In the invention, the silane coupling agent occupies g-C ₃ N ₄ 0.3 to 5 percent of the mass.

In the present invention, g-C ₃ N ₄ The preparation method comprises the steps of placing a nitrogen-containing precursor in a crucible, heating to 500-580 ℃ at a speed of 5-20 ℃/min, preserving heat for 2-4 h, cooling to room temperature at a speed of 5-20 ℃/min, and grinding to obtain an intermediate;

soaking the intermediate in 2-5 mol/L nitric acid solution for 2-4 hr, and ultrasonic treatingDispersing for 20-50 min, repeatedly washing the soaked mixed solution with deionized water for multiple times to neutrality, and drying to obtain g-C ₃ N ₄ 。

In the present invention, the nitrogen-containing precursor includes at least one of urea, dicyandiamide, or melamine.

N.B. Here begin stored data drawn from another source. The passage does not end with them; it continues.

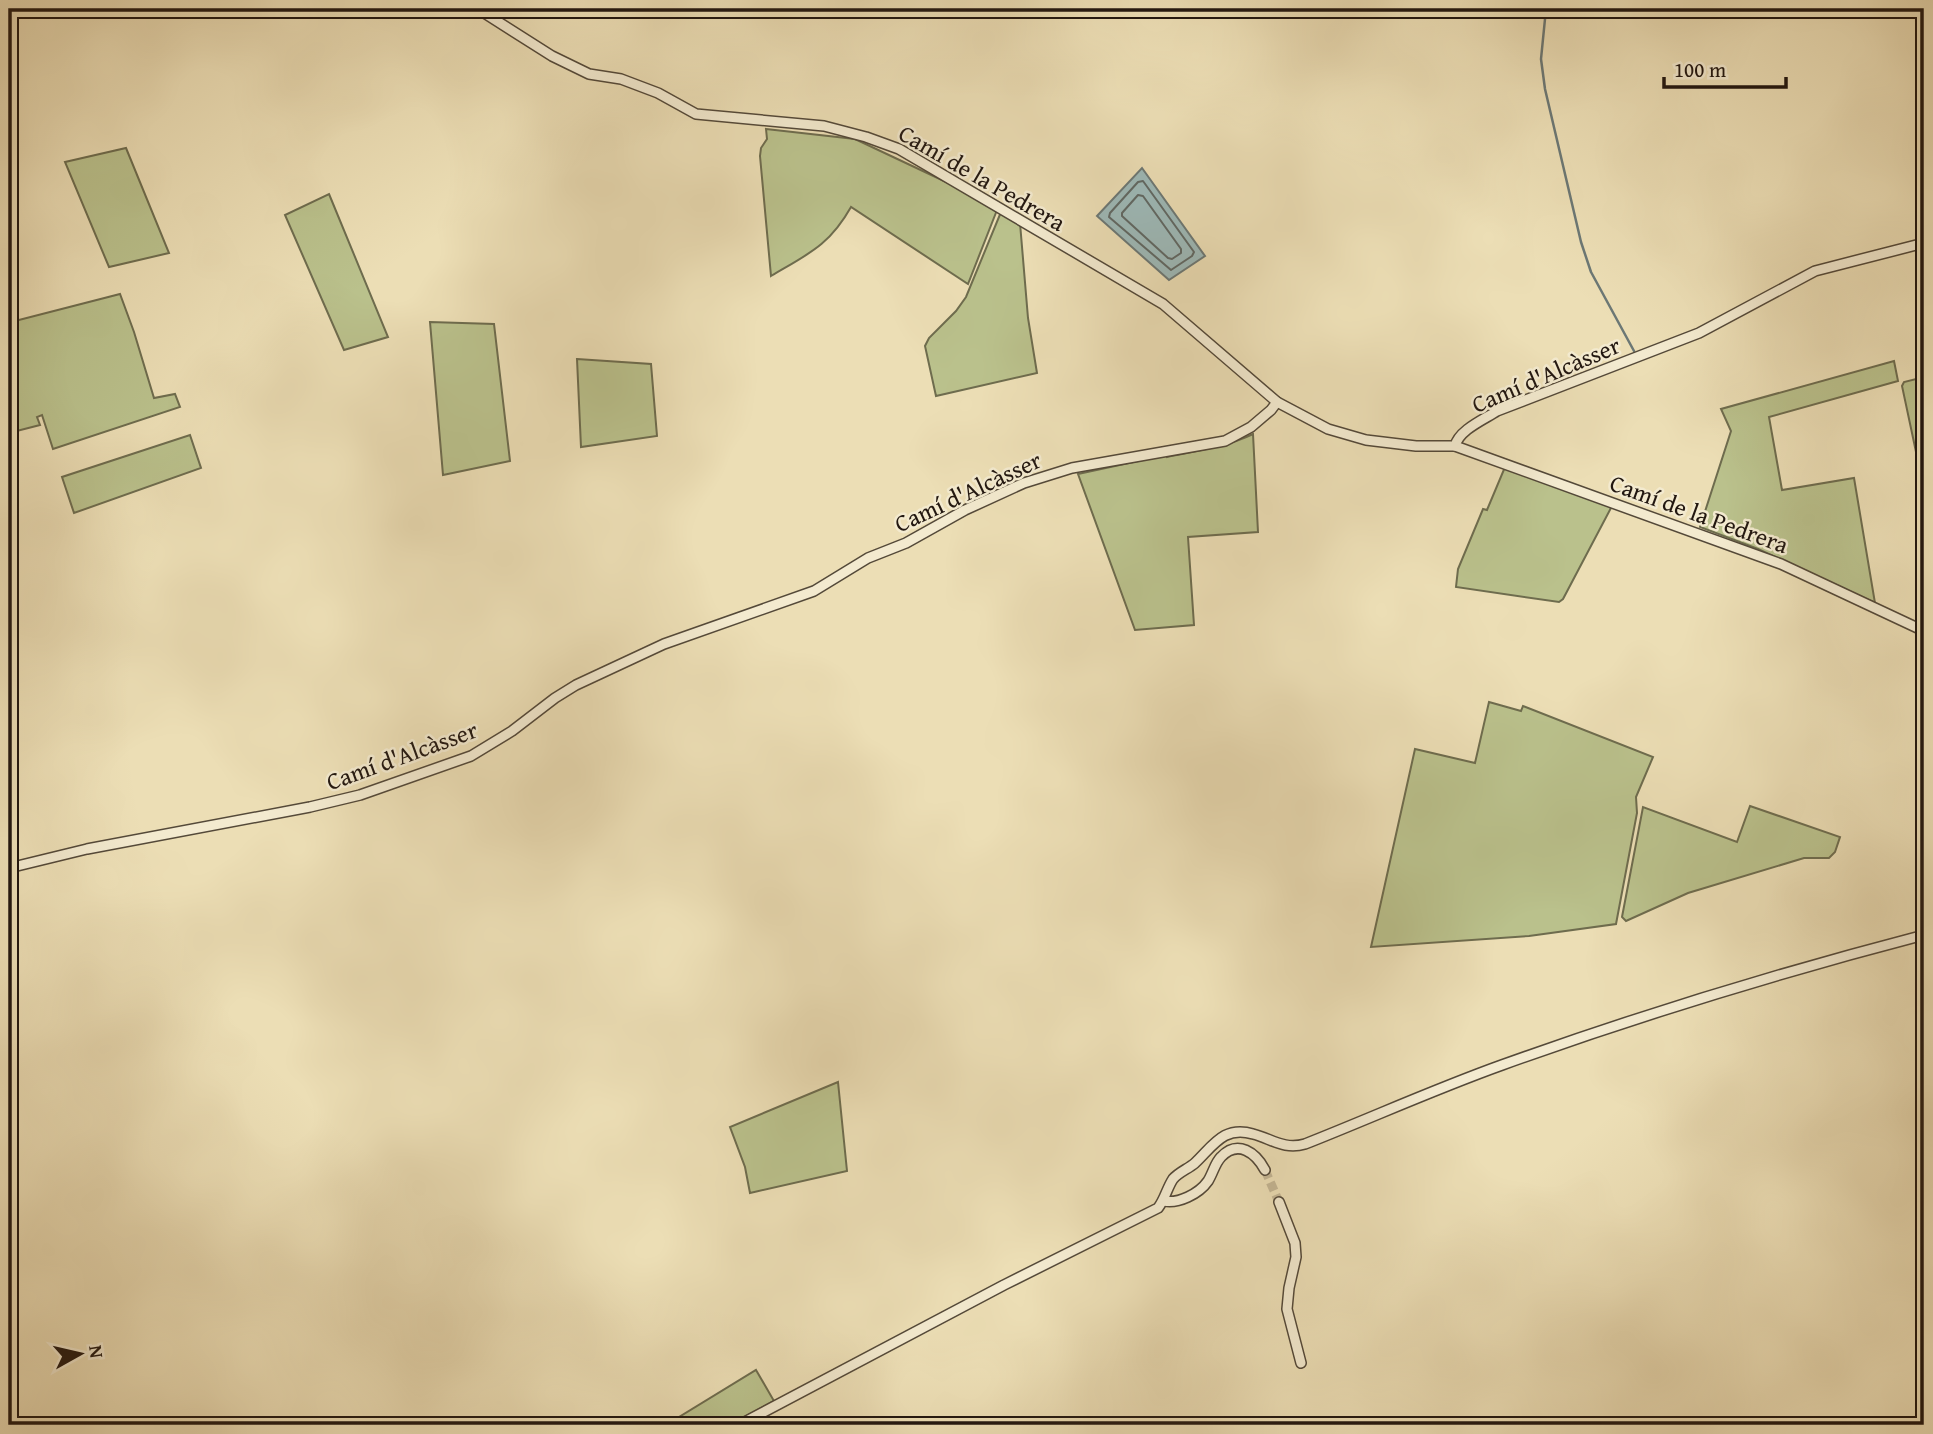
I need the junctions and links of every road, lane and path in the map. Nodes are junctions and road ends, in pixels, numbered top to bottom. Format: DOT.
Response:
graph roads {
  1 [pos="478,9"];
  2 [pos="1924,243"];
  3 [pos="1277,402"];
  4 [pos="1455,446"];
  5 [pos="1924,631"];
  6 [pos="9,868"];
  7 [pos="1924,935"];
  8 [pos="1265,1170"];
  9 [pos="1164,1201"];
  10 [pos="1279,1202"];
  11 [pos="1301,1363"];
  12 [pos="738,1425"];
  1 -- 3 [label="street, Camí de la Pedrera"];
  2 -- 4 [label="street, Camí d'Alcàsser"];
  3 -- 4 [label="street, Camí d'Alcàsser"];
  3 -- 6 [label="street, Camí d'Alcàsser"];
  4 -- 5 [label="street, Camí de la Pedrera"];
  7 -- 9 [label="street"];
  8 -- 9 [label="street"];
  9 -- 12 [label="street"];
  10 -- 11 [label="street"];
}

In the present invention, the antioxidant includes at least one of antioxidant 1010, antioxidant 1076, or antioxidant 618.

Secondly, the invention provides a preparation method of a high-barrier PET material, which comprises the following steps:

C ₃ N ₄ -SC CO ₂ blending with PET resin, and then carrying out melt extrusion granulation to obtain the high-barrier PET material.

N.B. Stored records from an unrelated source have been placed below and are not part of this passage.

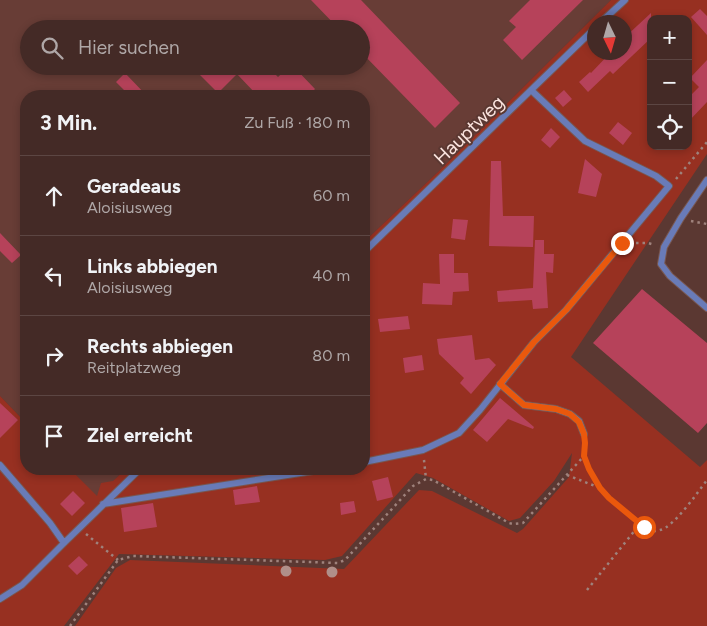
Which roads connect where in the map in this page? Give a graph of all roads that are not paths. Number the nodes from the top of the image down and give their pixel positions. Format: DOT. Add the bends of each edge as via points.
graph roads {
  1 [pos="625,0"];
  2 [pos="609,15"];
  3 [pos="587,36"];
  4 [pos="531,90"];
  5 [pos="707,180"];
  6 [pos="370,246"];
  7 [pos="707,308"];
  8 [pos="500,384"];
  9 [pos="584,434"];
  10 [pos="370,461"];
  11 [pos="0,465"];
  12 [pos="134,475"];
  13 [pos="288,475"];
  14 [pos="103,504"];
  15 [pos="64,543"];
  16 [pos="0,599"];
  1 -- 2 [label="lane"];
  3 -- 4 [label="lane, Hauptweg"];
  4 -- 6 [label="lane, Hauptweg"];
  4 -- 8 [label="lane" via="585,141 656,176 669,186"];
  5 -- 7 [label="lane" via="664,247 661,264"];
  8 -- 9 [label="lane" via="524,405 570,414 579,422"];
  8 -- 10 [label="lane" via="459,433 423,450"];
  11 -- 15 [label="lane"];
  12 -- 14 [label="lane"];
  13 -- 14 [label="lane"];
  14 -- 15 [label="lane"];
  15 -- 16 [label="lane" via="22,585"];
}
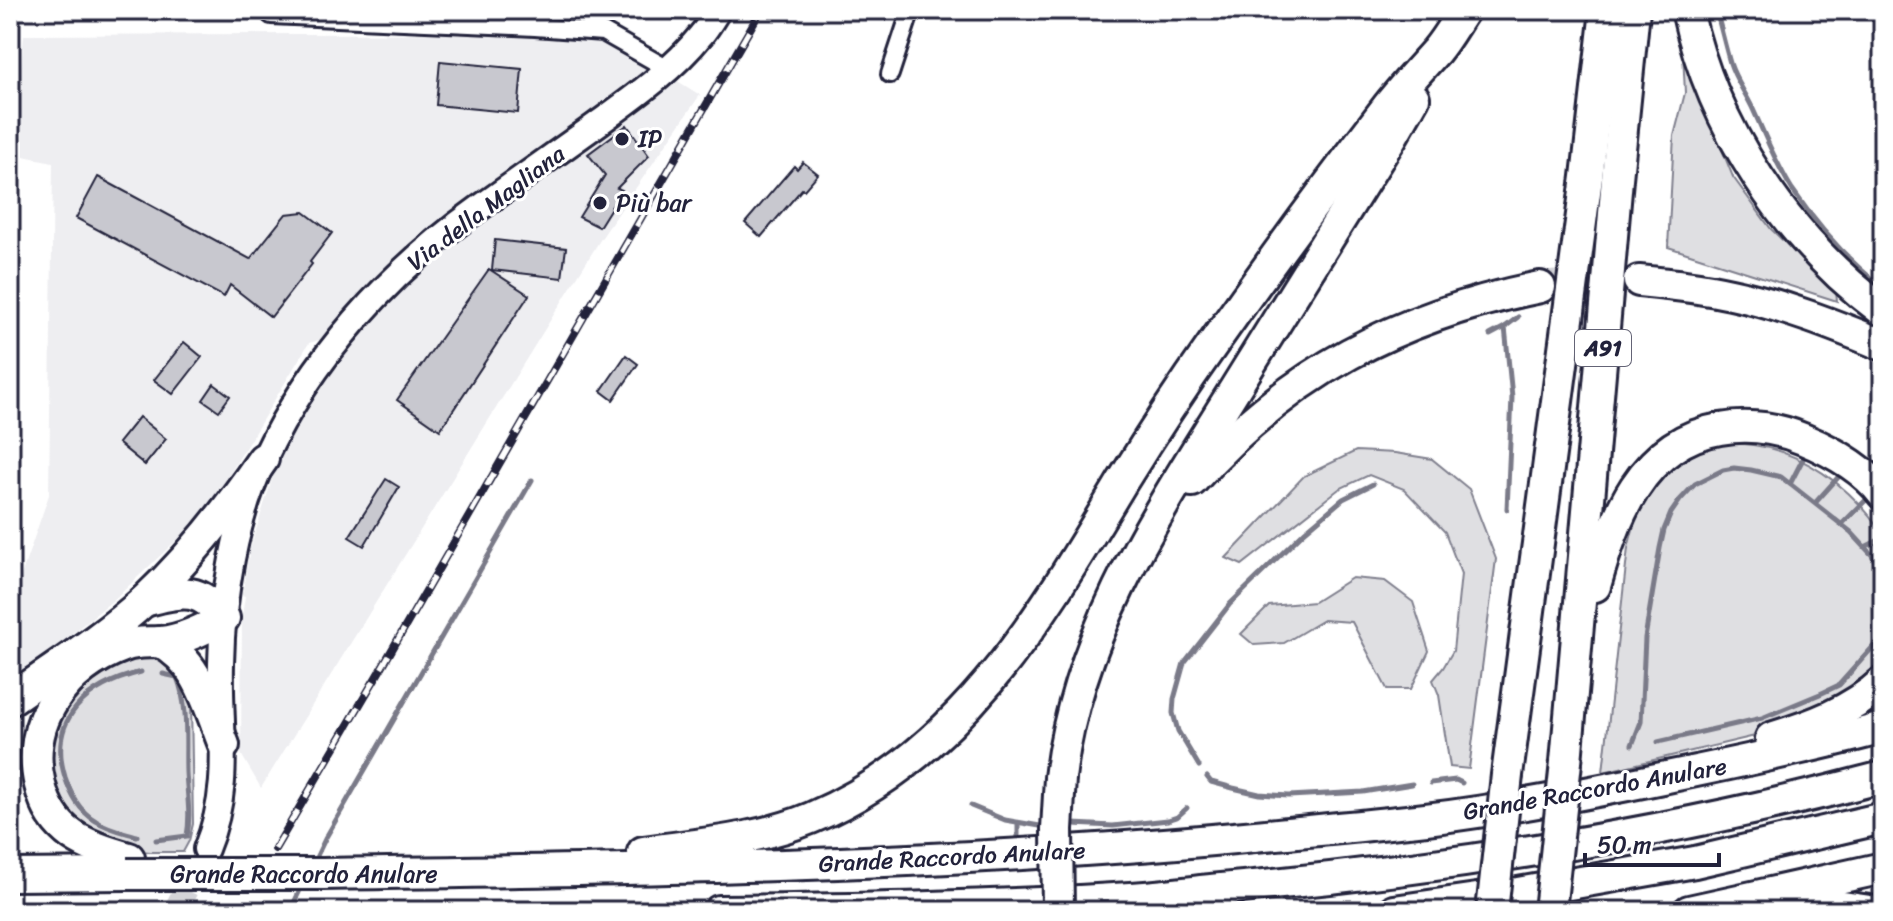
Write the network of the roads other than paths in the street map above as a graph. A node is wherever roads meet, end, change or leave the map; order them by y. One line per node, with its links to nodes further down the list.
1 (271, 10): 8 (street)
2 (718, 10): 10 (main road, Via della Magliana)
3 (911, 10): 11 (street)
4 (1464, 10): 9 (highway)
5 (1606, 10): 38 (highway, A91, bridge)
6 (1634, 10): 23 (highway, A91)
7 (1687, 10): 14 (highway)
8 (535, 18): 10 (street)
9 (1438, 49): 18 (highway); 33 (highway)
10 (668, 69): 16 (main road, Via della Magliana)
11 (890, 74)
12 (1639, 281): 15 (highway)
13 (1540, 287): 18 (highway)
14 (1883, 311)
15 (1883, 345)
16 (263, 459): 19 (highway); 20 (main road, Via della Magliana)
17 (1883, 494): 23 (highway)
18 (1124, 573): 36 (highway, bridge)
19 (144, 601): 20 (highway); 24 (highway)
20 (224, 618): 21 (highway); 26 (main road, Via della Magliana)
21 (160, 642): 26 (highway); 31 (highway)
22 (1883, 682): 28 (highway)
23 (1574, 686): 39 (highway, A91, bridge)
24 (10, 700)
25 (1883, 728): 28 (highway, Grande Raccordo Anulare)
26 (224, 745): 30 (main road, Via della Magliana)
27 (1883, 777): 35 (highway, Grande Raccordo Anulare)
28 (1599, 791): 33 (highway, Grande Raccordo Anulare)
29 (1883, 818): 37 (highway)
30 (206, 849)
31 (128, 866): 33 (highway, Grande Raccordo Anulare, bridge); 34 (highway)
32 (1883, 868): 40 (highway)
33 (488, 872)
34 (10, 875)
35 (719, 911)
36 (1058, 911)
37 (1394, 911)
38 (1492, 911)
39 (1550, 911)
40 (1689, 911)
41 (1783, 911): 42 (highway)
42 (1870, 911)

In the invention, the extrusion temperature is 260-300 ℃ and the rotating speed is 10-50 r/min.

In conclusion, the method comprises the steps of,

(1) The invention utilizes a high-temperature polymerization method to synthesize the graphite-phase carbon nitride g-C with a two-dimensional lamellar structure by regulating and controlling the polymerization temperature, time and heating rate ₃ N ₄ 。

(2) The invention utilizes supercritical CO ₂ Process as nonpolar solvent, transfer of silane coupling agent to g-C ₃ N ₄ Is slowly decompressed in the inner hole and the interlayer. Using SC CO ₂ The nonpolar nature of (2) makes the solubility of polar substances weaker, so that the polar substances can be mutually dissolved with ethanol and are insoluble in water, and the polar substances are mainly divided into two phases in a system: SC CO ₂ Ethanol phase and water phase. g-C of the Block ₃ N ₄ Dispersed in SC CO ₂ In water and ethanol systems, g-C in order to minimize interfacial free energy in the system ₃ N ₄ Will first be present in SC CO ₂ At the interface of the ethanol phase and the water phase. With further increase in pressure, CO ₂ Molecules can intercalate into g-C ₃ N ₄ Is expanded in volume, during which it dissolves in SC CO ₂ The ethanol and the silane coupling agent molecules dissolved in the ethanol are also carried into g-C ₃ N ₄ Between the sheets, with the increase of pressure, the block g-C ₃ N ₄ The shear force is generated by extrusion at the interface of the two phases,let g-C ₃ N ₄ The sheeting layer was peeled off.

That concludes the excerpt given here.